Materials and methods

Test guideline
Qualifier:
equivalent or similar to guideline
Guideline:
OECD Guideline 401 (Acute Oral Toxicity)
Deviations:
yes
Remarks:
lack of test material details
GLP compliance:
not specified
Test type:
standard acute method
Limit test:
yes

Test material

Constituent 1
Reference substance name:
(Z)-N-methyl-N-(1-oxo-9-octadecenyl)glycine
EC Number:
203-749-3
EC Name:
(Z)-N-methyl-N-(1-oxo-9-octadecenyl)glycine
Cas Number:
110-25-8
IUPAC Name:
N-methyl-N-oleoylglycine
Test material form:
other: solid, not further specified
Details on test material:
- Name of test material (as cited in study report): only trade name given
- Physical state: solid
- Analytical purity: no data
- Lot/batch No.: EN 41700.92

Test animals

Species:
rat
Strain:
Sprague-Dawley
Sex:
male/female
Details on test animals or test system and environmental conditions:
TEST ANIMALS
- Age at study initiation: 7-8 weeks
- Weight at study initiation: 154 ± 6.8 g (males), 163 ± 10.5 g (females)
- Fasting period before study: animals were fasted overnight prior to administration.
- Diet: rat food (NAFAG, Gossau SG), ad libitum
- Housing: animals were housed in groups of 5 in Macrolon III cages
- Water: ad libitum
- Acclimation period: at least 4 days

ENVIRONMENTAL CONDITIONS
- Temperature (°C): 22 ± 2
- Humidity (%): 55 ± 10
- Photoperiod (hrs dark / hrs light): 10/10

Administration / exposure

Route of administration:
oral: gavage
Vehicle:
other: 2% carboxymethylcellulose + 0.1% Tween 80
Details on oral exposure:
MAXIMUM DOSE VOLUME APPLIED: 20 mL/kg bw
Doses:
5000 mg/kg bw
No. of animals per sex per dose:
5
Control animals:
no
Details on study design:
- Duration of observation period following administration: 14 days
- Frequency of observations and weighing: weekly
- Necropsy of survivors performed: yes

Results and discussion

Effect levels
Sex:
male/female
Dose descriptor:
LD50
Effect level:
> 5 000 mg/kg bw
Based on:
test mat.
Mortality:
No mortality occurred during the study period.
Clinical signs:
Animals showed slight signs of dyspnoea from 1 h to 6 days after treatment.
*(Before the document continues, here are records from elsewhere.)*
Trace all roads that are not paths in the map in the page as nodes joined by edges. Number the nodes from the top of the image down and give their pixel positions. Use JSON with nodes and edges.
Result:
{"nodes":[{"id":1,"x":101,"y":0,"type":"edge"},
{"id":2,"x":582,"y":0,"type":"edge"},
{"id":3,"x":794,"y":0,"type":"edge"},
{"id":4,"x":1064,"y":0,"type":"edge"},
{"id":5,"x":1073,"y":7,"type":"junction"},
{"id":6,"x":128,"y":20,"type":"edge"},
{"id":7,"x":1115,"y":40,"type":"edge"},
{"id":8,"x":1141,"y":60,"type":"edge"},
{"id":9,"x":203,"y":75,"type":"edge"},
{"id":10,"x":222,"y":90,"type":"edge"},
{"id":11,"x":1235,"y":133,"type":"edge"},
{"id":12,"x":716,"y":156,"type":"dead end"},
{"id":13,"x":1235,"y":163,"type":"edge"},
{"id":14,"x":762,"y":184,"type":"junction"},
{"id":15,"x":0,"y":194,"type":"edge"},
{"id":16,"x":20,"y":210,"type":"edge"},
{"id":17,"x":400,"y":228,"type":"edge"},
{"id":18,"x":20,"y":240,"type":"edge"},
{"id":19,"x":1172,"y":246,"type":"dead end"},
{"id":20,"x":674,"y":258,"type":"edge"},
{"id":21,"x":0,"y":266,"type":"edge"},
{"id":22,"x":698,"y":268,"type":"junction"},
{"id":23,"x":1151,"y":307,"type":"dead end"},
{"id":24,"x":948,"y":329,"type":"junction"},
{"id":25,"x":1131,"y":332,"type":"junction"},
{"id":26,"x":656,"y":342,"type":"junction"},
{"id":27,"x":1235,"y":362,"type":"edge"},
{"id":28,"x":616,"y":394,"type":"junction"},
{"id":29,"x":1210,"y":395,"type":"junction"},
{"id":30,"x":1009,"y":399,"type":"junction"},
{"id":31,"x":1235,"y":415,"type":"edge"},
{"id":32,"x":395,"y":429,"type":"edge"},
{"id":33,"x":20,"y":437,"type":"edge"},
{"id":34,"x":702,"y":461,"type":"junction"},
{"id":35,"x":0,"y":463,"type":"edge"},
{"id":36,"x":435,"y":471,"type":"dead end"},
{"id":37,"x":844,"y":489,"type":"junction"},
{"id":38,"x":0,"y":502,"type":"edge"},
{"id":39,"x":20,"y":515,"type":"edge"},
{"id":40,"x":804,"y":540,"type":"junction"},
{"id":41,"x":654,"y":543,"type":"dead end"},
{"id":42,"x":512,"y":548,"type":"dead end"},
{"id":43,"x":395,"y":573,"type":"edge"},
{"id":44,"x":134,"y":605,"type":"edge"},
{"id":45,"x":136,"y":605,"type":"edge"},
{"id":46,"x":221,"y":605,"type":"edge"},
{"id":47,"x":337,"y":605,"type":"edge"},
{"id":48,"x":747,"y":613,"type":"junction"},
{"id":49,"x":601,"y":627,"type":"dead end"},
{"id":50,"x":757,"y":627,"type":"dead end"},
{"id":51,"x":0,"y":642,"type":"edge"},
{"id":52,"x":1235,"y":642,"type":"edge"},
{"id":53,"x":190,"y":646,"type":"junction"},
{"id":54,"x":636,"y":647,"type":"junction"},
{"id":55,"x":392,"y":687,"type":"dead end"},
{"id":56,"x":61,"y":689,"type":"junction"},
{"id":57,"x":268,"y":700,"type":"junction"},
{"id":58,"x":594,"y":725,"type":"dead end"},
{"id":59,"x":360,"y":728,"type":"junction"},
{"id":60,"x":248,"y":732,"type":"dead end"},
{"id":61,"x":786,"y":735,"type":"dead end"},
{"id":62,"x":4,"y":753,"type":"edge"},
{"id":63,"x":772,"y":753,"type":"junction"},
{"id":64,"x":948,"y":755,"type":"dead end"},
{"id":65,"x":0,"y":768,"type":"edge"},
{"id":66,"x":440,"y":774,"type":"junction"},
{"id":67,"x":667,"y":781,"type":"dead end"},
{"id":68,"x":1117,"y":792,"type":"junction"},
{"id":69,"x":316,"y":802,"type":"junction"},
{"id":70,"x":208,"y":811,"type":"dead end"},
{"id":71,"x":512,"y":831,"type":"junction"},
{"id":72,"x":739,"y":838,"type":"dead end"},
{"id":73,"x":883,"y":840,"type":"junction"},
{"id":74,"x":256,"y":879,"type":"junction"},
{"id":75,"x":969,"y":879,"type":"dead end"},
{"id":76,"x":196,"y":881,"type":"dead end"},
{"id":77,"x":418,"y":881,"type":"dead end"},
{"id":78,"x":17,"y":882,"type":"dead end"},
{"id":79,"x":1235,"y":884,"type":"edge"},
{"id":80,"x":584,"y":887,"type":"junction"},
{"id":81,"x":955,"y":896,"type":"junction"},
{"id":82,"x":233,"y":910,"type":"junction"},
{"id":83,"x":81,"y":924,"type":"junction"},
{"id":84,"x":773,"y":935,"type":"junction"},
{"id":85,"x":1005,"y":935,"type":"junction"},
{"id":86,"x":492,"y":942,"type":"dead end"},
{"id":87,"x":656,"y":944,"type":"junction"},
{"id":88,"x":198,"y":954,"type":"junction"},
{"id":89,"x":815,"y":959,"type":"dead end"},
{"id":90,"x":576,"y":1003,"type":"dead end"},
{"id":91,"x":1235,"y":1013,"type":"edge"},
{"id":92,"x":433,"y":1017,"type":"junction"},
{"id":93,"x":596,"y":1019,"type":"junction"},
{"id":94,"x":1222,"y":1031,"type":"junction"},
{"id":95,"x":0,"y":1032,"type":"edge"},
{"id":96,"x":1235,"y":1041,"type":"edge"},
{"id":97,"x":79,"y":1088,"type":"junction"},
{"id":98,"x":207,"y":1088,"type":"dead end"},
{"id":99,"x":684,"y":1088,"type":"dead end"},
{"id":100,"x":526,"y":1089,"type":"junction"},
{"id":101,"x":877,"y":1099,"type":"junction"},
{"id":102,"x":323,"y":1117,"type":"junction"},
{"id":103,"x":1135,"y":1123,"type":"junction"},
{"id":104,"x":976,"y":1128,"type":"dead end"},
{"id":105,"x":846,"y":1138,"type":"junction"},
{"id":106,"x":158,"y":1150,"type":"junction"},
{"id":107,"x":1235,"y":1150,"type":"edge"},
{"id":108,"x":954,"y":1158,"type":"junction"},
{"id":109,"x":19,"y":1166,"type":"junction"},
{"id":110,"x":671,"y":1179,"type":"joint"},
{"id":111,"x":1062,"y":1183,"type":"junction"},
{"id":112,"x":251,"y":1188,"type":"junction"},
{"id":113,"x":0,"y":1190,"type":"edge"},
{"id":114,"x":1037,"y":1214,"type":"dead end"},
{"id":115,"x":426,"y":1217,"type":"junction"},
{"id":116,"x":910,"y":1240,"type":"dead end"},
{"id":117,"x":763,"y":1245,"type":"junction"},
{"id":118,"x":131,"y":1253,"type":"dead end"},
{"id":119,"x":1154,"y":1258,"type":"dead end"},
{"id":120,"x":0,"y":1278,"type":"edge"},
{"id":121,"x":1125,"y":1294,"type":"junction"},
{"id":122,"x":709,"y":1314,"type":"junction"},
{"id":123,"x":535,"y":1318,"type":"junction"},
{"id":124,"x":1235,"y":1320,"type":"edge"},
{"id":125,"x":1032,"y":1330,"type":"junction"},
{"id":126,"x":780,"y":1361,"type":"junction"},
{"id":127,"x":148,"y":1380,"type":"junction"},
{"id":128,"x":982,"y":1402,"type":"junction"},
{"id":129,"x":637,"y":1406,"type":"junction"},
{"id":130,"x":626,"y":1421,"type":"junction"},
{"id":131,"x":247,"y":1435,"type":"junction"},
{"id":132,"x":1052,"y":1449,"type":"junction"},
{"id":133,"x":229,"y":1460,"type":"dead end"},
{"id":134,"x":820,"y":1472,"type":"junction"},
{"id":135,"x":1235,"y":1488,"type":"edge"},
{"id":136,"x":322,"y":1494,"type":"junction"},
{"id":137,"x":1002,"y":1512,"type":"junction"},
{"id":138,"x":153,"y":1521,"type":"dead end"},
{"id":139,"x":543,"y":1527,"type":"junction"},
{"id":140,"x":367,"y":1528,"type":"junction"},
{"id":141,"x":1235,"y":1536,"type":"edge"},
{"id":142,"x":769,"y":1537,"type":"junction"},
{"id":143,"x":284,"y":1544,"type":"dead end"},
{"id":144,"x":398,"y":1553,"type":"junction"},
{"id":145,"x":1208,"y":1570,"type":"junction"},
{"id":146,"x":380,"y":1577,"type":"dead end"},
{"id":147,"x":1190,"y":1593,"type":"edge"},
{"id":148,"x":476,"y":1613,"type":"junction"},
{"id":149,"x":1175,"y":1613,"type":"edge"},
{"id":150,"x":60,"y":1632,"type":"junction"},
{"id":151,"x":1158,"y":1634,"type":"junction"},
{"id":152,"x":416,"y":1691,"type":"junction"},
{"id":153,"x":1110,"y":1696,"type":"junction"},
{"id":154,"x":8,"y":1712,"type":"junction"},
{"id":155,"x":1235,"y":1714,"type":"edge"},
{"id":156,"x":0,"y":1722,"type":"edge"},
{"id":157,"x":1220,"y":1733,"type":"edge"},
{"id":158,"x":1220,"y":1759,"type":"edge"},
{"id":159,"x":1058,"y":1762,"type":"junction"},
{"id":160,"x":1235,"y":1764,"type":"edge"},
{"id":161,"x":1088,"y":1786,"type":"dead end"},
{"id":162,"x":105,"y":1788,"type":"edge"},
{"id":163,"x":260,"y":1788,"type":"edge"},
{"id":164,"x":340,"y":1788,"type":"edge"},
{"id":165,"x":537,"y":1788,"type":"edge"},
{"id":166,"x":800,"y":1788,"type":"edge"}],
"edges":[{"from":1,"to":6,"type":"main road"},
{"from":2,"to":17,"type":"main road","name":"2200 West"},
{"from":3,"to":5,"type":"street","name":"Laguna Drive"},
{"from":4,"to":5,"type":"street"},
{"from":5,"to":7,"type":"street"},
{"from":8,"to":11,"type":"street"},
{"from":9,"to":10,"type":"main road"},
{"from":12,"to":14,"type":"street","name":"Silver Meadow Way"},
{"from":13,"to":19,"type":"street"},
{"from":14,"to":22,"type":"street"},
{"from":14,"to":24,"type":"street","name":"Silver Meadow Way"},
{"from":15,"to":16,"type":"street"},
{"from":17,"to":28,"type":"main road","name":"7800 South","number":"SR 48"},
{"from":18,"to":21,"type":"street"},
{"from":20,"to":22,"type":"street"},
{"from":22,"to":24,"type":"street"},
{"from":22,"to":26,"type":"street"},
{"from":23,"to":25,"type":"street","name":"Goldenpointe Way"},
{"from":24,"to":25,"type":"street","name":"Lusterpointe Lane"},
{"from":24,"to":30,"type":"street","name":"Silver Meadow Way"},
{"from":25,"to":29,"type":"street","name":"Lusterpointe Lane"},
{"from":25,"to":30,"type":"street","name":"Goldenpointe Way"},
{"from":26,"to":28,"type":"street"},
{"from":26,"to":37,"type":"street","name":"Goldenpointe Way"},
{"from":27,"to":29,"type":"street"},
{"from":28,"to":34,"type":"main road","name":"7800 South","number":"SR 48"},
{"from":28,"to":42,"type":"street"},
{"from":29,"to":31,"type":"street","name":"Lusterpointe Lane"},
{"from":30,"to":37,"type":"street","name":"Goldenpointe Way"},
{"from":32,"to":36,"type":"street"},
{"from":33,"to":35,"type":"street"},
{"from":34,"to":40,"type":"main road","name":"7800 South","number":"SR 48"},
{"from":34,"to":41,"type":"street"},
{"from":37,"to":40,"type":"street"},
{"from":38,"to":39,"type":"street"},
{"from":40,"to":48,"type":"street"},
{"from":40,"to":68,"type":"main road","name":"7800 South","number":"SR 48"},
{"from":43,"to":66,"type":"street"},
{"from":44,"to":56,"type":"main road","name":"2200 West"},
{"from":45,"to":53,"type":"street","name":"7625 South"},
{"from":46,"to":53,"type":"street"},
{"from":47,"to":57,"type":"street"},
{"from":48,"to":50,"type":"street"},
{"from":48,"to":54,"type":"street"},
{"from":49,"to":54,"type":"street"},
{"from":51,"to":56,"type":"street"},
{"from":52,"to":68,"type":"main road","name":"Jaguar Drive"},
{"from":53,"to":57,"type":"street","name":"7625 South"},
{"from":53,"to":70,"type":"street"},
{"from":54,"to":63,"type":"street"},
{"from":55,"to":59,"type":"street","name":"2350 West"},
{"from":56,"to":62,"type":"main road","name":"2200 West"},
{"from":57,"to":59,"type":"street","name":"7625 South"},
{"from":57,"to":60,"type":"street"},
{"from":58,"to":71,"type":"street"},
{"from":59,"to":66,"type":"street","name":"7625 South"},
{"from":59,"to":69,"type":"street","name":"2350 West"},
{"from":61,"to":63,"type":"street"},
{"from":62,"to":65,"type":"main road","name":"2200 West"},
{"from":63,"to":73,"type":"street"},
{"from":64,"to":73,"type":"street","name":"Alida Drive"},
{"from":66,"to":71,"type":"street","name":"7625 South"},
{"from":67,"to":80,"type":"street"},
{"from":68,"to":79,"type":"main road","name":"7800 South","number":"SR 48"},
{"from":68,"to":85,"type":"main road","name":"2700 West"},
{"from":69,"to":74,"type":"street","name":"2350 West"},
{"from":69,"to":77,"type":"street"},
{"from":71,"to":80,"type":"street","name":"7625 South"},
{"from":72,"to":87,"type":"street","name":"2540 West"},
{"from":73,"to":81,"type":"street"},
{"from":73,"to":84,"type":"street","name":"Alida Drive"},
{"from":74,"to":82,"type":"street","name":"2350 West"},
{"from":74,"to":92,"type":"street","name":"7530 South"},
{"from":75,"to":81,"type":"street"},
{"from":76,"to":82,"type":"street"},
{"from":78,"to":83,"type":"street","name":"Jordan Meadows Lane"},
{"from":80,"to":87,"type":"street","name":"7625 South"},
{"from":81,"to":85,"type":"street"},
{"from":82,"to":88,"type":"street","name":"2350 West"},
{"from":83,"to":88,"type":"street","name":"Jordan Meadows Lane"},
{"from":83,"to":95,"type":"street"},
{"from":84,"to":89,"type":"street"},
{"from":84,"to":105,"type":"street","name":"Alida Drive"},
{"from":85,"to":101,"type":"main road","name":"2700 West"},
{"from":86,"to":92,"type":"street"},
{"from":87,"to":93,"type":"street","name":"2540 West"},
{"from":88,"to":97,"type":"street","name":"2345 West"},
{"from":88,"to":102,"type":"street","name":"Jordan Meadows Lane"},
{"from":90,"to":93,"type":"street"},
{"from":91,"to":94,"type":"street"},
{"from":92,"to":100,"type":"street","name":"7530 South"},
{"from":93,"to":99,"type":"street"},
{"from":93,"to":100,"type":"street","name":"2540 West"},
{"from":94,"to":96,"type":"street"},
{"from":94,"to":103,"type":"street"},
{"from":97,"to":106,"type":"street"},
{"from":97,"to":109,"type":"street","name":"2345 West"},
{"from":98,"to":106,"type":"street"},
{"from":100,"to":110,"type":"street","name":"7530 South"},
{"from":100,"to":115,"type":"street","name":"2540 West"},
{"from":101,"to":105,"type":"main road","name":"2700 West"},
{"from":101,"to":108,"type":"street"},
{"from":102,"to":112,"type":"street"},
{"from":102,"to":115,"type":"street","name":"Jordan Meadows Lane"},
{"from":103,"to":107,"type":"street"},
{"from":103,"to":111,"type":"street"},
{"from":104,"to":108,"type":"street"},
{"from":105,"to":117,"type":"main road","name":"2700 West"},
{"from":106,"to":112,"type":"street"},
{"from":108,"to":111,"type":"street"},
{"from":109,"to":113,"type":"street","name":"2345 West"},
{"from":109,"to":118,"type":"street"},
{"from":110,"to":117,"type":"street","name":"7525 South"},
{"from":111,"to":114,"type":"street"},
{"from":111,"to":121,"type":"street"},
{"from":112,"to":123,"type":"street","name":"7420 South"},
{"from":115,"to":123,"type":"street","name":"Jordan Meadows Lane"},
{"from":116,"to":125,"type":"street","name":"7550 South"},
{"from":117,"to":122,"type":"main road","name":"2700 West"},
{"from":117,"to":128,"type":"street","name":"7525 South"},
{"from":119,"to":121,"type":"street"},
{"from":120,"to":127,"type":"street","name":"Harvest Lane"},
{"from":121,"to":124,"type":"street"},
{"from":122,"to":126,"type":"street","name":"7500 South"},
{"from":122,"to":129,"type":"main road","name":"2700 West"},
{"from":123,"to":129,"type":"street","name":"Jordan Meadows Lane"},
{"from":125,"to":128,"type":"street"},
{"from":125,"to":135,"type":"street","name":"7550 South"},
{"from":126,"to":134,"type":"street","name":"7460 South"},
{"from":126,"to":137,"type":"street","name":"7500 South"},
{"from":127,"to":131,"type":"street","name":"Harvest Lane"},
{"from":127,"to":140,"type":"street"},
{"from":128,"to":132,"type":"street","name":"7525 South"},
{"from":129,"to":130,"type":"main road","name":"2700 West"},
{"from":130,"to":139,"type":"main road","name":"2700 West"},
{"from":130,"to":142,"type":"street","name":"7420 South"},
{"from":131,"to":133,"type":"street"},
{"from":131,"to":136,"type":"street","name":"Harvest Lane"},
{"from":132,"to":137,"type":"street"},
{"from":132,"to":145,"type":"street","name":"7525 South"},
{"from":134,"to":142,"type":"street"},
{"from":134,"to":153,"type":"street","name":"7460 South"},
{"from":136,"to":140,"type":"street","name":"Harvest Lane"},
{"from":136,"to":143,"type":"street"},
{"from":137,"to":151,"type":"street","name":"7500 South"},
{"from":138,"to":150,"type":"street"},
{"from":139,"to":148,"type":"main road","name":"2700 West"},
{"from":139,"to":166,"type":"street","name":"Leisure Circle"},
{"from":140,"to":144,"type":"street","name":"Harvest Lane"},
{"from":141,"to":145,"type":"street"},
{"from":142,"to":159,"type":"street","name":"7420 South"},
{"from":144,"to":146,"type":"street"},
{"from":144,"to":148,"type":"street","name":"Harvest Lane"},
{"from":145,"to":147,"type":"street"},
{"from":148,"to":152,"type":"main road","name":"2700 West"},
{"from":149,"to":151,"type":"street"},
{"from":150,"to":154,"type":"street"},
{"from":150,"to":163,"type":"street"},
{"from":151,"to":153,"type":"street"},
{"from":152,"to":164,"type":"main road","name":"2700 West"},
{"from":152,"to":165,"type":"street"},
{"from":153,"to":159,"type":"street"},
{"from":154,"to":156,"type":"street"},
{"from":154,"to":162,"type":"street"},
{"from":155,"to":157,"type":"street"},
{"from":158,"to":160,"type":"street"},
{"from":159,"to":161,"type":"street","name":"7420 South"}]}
Animals had slight exophthalmos until 5 h after administration. Animals showed slight to moderate ruffled fur until Day 4. Slight to moderate diarrhoea was observed until Day 2 and a slightly curved body position until Day 5. All animals recovered within 7 days.
Body weight:
No effect on body weight was noted.
Gross pathology:
Necropsy revealed no substance-related findings.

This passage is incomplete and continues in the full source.